The 2016–2020 5-year American Community Survey estimates show that the median household income was $48,750 (with a margin of error of +/- $13,891) and the median family income was $56,250 (+/- $18,300). Males had a median income of $46,528 (+/- $7,162) versus $17,083 (+/- $6,924) for females. The median income for those above 16 years old was $24,028 (+/- $10,262). Approximately, 7.9% of families and 15.2% of the population were below the poverty line, including 15.8% of those under the age of 18 and 5.1% of those ages 65 or over.

===2010 census===
As of the census of 2010, there were 530 people, 199 households, and 142 families residing in the city. The population density was 1766.7 PD/sqmi. There were 221 housing units at an average density of 736.7 /sqmi. The racial makeup of the city was 92.1% White, 0.9% African American, 3.0% Native American, 0.8% Asian, 2.1% from other races, and 1.1% from two or more races. Hispanic or Latino of any race were 7.2% of the population.

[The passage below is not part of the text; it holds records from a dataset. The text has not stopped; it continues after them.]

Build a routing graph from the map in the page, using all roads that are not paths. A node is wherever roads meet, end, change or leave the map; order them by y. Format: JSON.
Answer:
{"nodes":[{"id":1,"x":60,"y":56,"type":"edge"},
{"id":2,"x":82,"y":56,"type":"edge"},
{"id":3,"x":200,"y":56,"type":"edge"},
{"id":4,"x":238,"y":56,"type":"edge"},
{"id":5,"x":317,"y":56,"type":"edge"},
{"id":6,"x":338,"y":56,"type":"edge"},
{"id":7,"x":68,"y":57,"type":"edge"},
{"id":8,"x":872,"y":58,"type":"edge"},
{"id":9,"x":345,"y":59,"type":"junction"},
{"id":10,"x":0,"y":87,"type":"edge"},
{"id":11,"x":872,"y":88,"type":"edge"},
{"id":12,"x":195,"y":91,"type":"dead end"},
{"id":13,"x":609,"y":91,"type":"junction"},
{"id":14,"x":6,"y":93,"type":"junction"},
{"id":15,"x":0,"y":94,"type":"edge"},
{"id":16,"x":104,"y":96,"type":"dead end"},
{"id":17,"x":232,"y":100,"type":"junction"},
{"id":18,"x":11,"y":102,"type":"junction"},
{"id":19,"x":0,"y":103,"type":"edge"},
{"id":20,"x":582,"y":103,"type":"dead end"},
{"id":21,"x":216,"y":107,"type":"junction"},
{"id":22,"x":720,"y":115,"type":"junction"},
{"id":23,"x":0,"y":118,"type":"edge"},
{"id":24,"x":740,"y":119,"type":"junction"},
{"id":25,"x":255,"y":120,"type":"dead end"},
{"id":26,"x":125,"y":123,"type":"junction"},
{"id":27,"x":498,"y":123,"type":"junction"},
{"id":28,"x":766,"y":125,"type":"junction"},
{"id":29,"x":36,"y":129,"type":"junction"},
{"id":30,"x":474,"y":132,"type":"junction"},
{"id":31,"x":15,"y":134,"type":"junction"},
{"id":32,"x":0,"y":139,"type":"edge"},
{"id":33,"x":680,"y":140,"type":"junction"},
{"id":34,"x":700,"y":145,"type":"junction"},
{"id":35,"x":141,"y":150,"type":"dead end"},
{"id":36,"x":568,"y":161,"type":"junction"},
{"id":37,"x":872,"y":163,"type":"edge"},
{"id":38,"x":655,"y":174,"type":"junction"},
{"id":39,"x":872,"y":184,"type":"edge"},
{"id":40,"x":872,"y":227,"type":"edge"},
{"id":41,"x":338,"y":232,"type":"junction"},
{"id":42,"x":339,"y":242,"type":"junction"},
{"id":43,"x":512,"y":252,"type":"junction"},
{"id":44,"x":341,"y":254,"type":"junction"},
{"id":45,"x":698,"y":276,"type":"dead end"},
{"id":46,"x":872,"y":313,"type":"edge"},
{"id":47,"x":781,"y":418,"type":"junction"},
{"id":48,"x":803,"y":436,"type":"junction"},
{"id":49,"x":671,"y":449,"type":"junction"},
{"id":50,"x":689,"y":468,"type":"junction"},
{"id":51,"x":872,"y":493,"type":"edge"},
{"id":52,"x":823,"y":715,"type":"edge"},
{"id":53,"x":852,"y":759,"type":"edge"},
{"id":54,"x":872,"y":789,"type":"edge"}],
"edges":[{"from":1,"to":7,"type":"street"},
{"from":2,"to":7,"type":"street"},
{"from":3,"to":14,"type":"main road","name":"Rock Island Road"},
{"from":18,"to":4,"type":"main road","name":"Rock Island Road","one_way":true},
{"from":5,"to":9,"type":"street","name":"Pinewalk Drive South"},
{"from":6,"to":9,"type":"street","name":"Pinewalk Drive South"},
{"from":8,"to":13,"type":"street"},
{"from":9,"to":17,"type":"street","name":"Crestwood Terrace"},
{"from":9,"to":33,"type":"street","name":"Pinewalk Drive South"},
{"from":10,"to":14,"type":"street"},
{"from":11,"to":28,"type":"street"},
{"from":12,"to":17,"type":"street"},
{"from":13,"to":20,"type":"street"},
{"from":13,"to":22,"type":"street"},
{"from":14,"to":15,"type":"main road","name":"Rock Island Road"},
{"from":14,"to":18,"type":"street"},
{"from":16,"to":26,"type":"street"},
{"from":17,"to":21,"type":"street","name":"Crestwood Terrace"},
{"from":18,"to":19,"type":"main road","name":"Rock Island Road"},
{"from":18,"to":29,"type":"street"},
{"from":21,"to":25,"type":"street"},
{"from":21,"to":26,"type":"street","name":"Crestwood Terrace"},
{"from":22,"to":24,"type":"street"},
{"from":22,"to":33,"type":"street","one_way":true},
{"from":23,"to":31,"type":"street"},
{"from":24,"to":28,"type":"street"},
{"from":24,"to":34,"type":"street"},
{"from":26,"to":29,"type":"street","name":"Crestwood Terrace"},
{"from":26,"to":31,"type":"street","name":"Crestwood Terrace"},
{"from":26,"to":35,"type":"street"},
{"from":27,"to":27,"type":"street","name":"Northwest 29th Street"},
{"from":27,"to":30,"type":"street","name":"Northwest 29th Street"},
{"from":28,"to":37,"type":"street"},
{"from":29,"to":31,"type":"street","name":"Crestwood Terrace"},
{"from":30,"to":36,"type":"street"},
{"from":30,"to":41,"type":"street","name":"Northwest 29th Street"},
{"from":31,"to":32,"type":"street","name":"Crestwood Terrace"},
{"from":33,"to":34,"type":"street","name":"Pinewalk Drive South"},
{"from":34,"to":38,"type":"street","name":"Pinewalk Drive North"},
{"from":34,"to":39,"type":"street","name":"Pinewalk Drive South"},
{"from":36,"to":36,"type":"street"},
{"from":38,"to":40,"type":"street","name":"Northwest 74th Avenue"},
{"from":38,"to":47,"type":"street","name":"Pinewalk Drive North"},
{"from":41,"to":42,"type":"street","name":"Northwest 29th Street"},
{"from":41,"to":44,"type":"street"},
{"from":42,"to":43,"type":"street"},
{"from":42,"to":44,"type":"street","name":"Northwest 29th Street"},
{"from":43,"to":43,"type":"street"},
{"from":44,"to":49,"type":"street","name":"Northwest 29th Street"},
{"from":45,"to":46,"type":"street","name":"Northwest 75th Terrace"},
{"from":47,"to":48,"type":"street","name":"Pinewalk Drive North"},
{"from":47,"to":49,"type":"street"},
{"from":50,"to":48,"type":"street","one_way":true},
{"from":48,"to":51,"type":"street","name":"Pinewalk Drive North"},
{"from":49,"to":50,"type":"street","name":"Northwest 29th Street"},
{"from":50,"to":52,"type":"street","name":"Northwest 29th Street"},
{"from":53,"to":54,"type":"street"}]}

There were 199 households, of which 38.2% had children under the age of 18 living with them, 59.3% were married couples living together, 8.5% had a female householder with no husband present, 3.5% had a male householder with no wife present, and 28.6% were non-families. 24.1% of all households were made up of individuals, and 6% had someone living alone who was 65 years of age or older. The average household size was 2.66 and the average family size was 3.16.

The median age in the city was 35.2 years. 27.7% of residents were under the age of 18; 7.2% were between the ages of 18 and 24; 28.1% were from 25 to 44; 27.6% were from 45 to 64; and 9.4% were 65 years of age or older. The gender makeup of the city was 53.2% male and 46.8% female.

==Government==
The Bentley government consists of a mayor and five council members.

==Education==
The community is served by Halstead–Bentley USD 440 public school district.